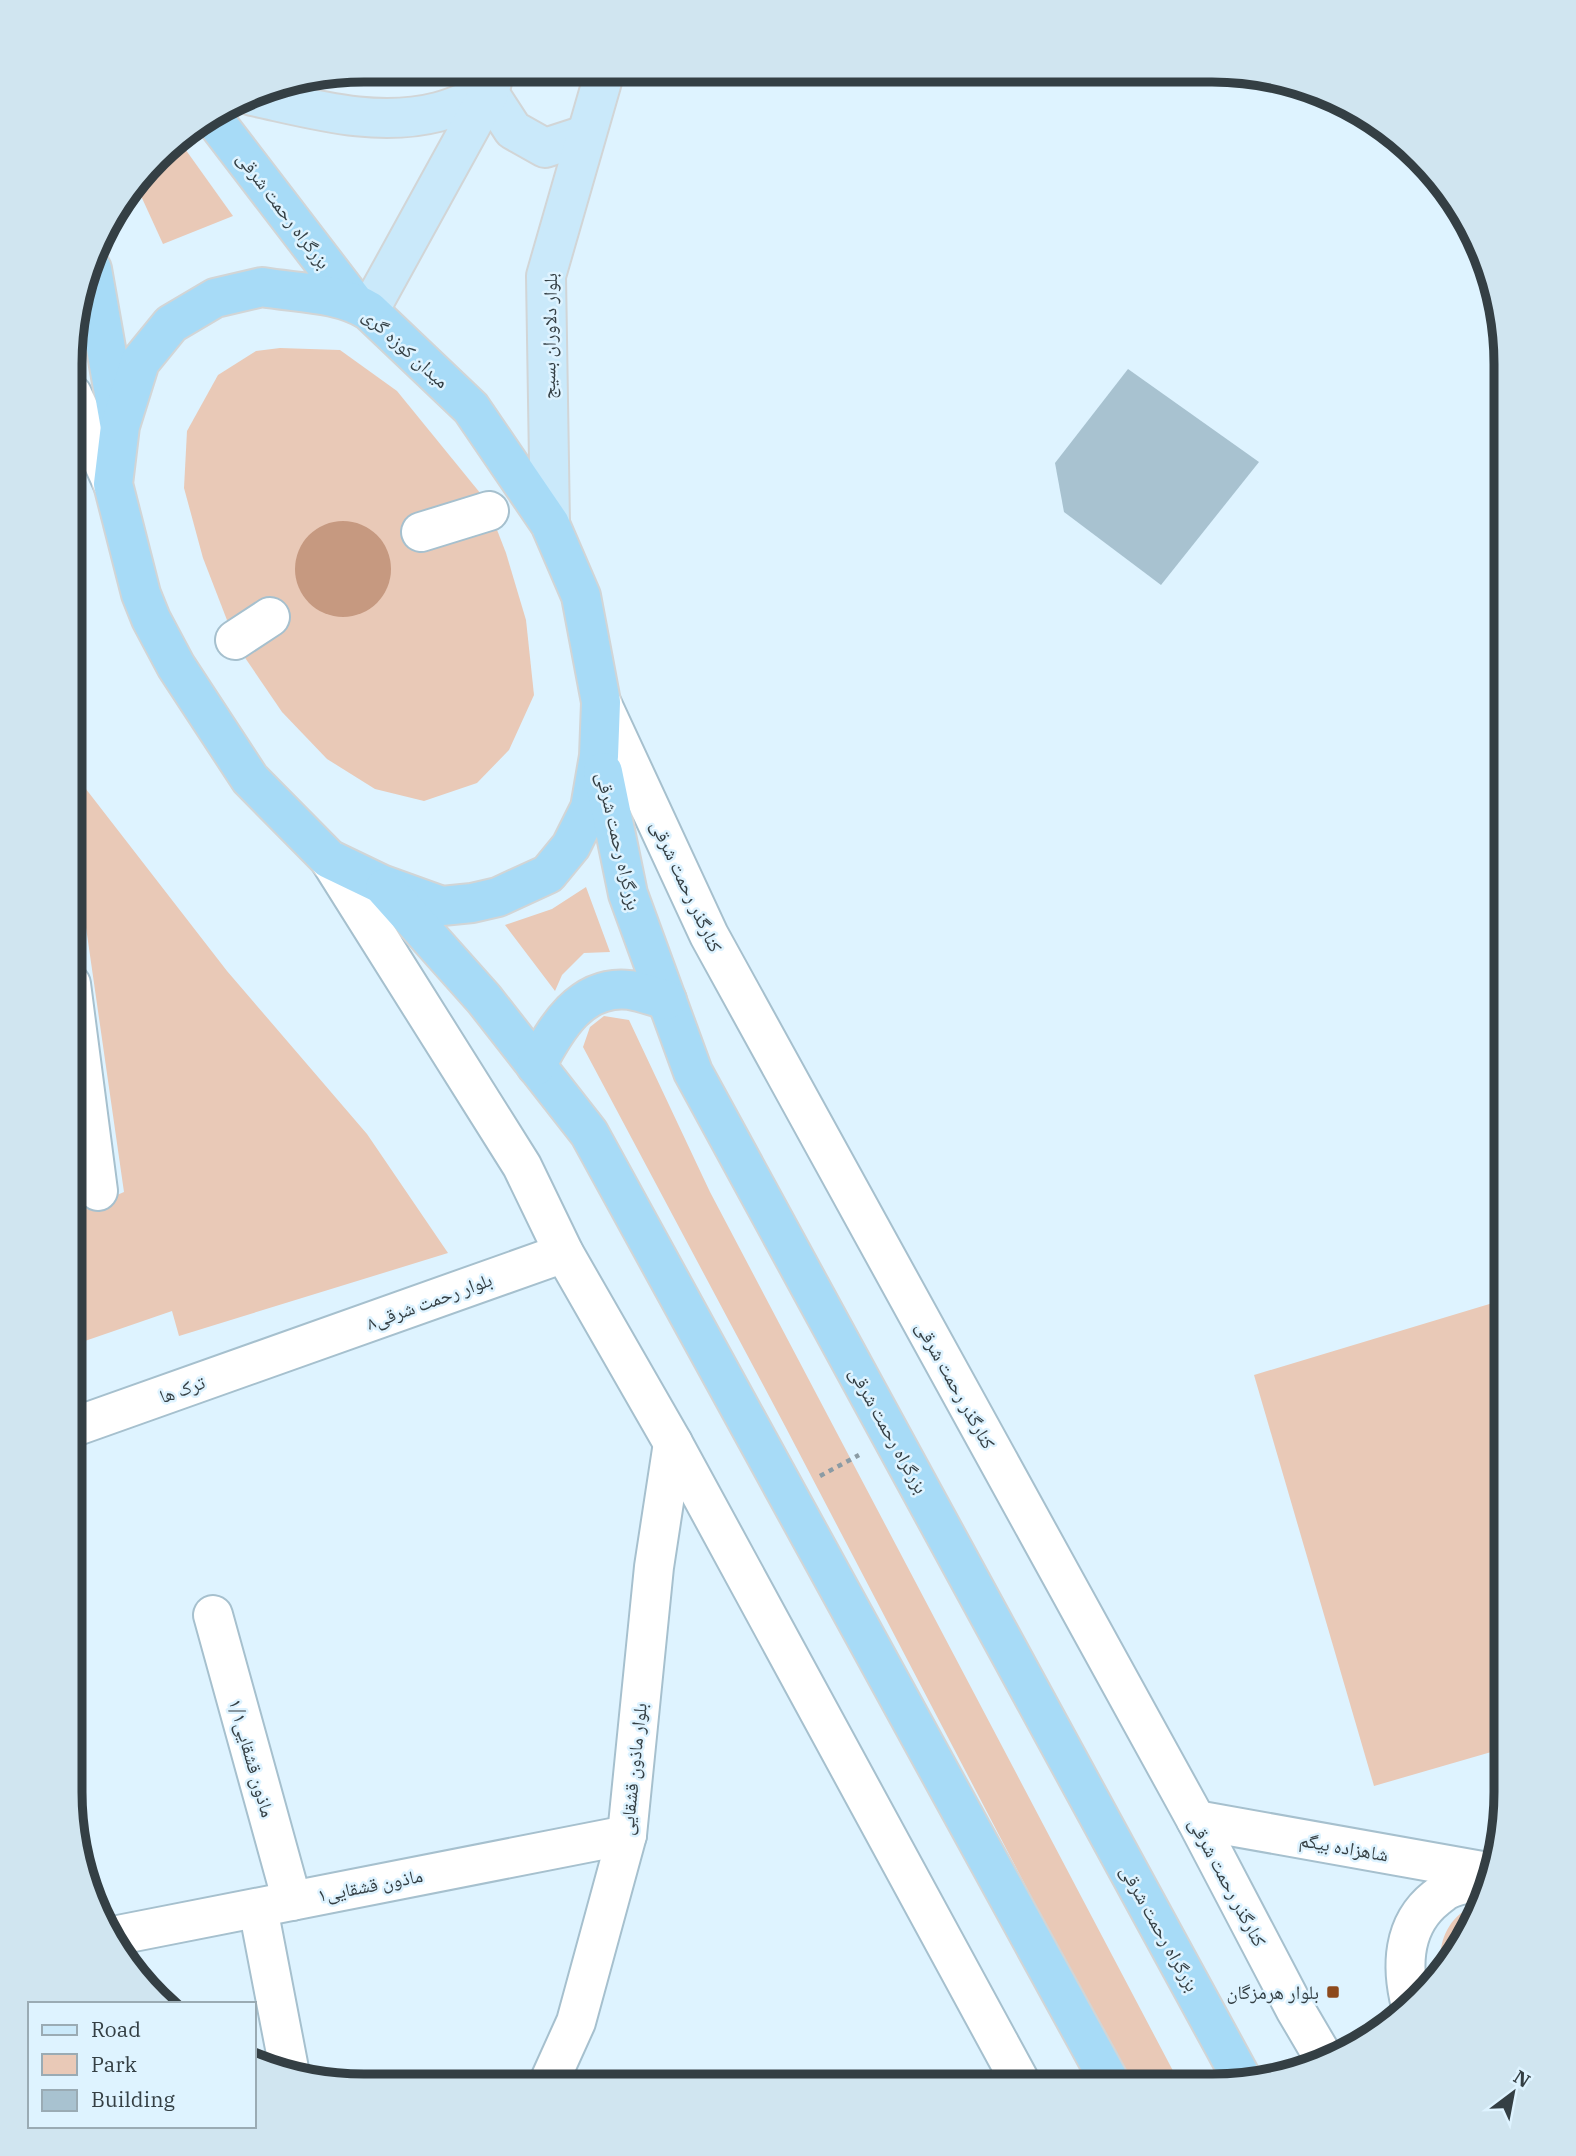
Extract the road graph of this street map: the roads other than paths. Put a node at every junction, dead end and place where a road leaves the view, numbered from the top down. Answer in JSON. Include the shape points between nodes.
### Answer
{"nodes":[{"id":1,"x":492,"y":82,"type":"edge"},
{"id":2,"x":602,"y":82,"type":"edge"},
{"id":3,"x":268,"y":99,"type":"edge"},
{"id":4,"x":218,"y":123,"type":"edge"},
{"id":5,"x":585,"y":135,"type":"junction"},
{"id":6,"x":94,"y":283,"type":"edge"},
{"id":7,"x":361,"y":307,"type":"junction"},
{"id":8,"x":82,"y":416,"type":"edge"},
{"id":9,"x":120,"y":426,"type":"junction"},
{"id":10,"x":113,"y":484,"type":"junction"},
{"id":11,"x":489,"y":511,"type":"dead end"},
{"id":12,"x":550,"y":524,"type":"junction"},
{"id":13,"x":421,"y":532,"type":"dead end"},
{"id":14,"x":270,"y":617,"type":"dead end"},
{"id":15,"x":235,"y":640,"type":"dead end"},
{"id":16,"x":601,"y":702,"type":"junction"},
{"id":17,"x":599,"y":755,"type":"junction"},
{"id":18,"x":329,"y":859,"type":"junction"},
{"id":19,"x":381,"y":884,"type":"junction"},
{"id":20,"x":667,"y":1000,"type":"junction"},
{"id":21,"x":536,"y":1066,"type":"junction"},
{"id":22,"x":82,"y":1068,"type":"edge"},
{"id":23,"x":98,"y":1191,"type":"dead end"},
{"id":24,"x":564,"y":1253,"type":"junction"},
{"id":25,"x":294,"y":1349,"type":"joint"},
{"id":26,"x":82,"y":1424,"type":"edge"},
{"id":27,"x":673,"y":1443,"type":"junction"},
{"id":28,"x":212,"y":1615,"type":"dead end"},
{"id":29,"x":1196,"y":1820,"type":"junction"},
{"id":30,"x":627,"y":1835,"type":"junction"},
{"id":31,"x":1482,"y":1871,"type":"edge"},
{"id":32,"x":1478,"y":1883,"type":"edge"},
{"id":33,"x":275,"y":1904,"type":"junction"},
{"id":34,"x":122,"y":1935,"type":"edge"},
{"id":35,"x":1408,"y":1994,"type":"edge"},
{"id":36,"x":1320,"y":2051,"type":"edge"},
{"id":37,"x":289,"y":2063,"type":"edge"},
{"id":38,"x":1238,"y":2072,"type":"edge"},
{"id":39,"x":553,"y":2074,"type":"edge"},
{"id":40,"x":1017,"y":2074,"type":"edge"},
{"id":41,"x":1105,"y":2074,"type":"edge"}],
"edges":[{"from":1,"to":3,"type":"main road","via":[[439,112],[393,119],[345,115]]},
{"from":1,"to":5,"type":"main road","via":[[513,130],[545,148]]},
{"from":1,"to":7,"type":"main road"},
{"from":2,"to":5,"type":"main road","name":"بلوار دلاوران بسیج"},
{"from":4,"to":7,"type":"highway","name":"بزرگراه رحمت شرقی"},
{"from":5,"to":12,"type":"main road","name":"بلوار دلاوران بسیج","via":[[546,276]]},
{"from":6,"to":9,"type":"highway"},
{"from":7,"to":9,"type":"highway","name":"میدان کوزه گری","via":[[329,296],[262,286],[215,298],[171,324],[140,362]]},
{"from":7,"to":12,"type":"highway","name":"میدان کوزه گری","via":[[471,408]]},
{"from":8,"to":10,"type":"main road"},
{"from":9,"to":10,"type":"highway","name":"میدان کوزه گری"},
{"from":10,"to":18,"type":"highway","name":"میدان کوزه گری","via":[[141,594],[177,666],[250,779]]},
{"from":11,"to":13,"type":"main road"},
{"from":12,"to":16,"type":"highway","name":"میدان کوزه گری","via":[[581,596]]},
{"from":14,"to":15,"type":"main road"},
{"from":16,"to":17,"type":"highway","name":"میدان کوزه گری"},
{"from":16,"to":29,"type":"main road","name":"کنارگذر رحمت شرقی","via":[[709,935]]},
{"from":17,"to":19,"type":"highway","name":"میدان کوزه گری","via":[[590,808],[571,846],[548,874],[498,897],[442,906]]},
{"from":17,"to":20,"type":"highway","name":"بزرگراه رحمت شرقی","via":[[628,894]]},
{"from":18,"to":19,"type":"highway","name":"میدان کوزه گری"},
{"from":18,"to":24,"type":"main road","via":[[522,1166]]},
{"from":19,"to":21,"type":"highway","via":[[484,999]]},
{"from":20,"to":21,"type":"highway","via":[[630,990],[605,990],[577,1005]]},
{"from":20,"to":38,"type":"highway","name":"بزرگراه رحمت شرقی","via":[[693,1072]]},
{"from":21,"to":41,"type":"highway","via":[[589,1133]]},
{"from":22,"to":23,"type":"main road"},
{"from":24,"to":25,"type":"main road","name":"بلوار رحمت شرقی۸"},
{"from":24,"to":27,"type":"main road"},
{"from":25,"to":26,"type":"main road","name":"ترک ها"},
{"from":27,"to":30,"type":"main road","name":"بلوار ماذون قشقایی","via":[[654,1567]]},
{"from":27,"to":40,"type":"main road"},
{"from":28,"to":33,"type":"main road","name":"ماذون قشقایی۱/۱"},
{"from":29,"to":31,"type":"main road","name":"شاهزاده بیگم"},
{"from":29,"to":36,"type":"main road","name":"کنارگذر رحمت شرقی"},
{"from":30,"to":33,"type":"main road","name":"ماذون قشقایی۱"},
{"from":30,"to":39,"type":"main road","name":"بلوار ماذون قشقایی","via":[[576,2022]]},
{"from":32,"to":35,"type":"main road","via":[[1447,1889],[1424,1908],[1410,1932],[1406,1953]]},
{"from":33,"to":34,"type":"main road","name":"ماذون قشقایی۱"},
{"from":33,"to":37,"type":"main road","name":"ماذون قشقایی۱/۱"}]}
----
Copy out each line of the material that holds the word "بزرگراه".

* **Your solution**
{"from":4,"to":7,"type":"highway","name":"بزرگراه رحمت شرقی"},
{"from":17,"to":20,"type":"highway","name":"بزرگراه رحمت شرقی","via":[[628,894]]},
{"from":20,"to":38,"type":"highway","name":"بزرگراه رحمت شرقی","via":[[693,1072]]},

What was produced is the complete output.